The required answer is each line in the entries below where "nodes" occurs.

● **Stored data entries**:
Start of Block

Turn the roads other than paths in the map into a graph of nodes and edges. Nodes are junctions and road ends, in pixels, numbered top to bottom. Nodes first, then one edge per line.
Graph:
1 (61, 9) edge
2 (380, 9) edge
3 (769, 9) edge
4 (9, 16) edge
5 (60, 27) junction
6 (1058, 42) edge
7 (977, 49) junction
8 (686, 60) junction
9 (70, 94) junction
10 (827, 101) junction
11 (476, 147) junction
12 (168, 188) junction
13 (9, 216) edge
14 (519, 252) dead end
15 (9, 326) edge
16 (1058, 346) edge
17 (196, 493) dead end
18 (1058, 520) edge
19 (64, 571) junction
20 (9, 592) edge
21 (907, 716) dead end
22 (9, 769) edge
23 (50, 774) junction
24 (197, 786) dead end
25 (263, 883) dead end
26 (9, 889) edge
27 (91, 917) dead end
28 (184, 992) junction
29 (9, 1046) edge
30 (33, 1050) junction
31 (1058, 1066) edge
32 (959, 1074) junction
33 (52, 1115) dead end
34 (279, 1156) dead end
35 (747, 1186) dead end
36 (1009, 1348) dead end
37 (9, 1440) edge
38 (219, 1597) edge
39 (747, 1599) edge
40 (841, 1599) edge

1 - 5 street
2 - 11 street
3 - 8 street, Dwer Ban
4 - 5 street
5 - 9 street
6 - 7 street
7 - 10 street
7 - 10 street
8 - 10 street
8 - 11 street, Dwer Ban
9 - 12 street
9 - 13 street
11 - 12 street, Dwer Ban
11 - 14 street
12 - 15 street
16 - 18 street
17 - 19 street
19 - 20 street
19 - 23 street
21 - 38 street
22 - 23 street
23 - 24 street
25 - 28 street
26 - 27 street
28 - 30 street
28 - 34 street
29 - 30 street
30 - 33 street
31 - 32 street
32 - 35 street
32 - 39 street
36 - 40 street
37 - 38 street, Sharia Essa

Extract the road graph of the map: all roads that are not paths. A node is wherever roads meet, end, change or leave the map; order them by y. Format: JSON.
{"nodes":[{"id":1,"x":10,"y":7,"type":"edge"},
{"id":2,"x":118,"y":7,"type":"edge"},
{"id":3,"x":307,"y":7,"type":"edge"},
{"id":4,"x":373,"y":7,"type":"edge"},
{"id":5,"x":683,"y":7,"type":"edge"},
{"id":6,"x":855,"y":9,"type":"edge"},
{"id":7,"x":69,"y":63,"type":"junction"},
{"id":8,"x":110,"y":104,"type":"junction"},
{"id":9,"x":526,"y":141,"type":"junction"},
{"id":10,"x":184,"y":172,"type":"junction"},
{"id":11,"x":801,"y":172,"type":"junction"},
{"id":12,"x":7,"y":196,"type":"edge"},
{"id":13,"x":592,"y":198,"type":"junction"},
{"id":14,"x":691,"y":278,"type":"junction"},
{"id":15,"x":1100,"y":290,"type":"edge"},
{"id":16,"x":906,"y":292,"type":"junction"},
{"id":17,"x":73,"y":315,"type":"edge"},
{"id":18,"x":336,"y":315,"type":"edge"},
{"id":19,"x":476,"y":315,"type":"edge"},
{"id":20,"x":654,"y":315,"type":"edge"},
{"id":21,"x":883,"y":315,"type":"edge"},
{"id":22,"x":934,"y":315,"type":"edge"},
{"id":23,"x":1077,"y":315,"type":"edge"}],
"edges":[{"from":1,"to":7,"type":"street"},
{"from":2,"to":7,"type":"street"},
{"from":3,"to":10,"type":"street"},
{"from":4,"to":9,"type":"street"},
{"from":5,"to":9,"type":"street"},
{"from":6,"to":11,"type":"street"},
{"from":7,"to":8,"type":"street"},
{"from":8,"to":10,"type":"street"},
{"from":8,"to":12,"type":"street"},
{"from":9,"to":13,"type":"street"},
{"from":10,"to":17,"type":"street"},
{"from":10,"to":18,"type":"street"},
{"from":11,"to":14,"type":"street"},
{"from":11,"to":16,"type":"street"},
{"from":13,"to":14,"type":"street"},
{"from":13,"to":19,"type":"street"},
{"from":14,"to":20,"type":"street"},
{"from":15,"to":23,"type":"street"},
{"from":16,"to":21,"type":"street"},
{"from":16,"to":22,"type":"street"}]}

End of Block

● **Output of the exercise**:
Turn the roads other than paths in the map into a graph of nodes and edges. Nodes are junctions and road ends, in pixels, numbered top to bottom. Nodes first, then one edge per line.
{"nodes":[{"id":1,"x":10,"y":7,"type":"edge"},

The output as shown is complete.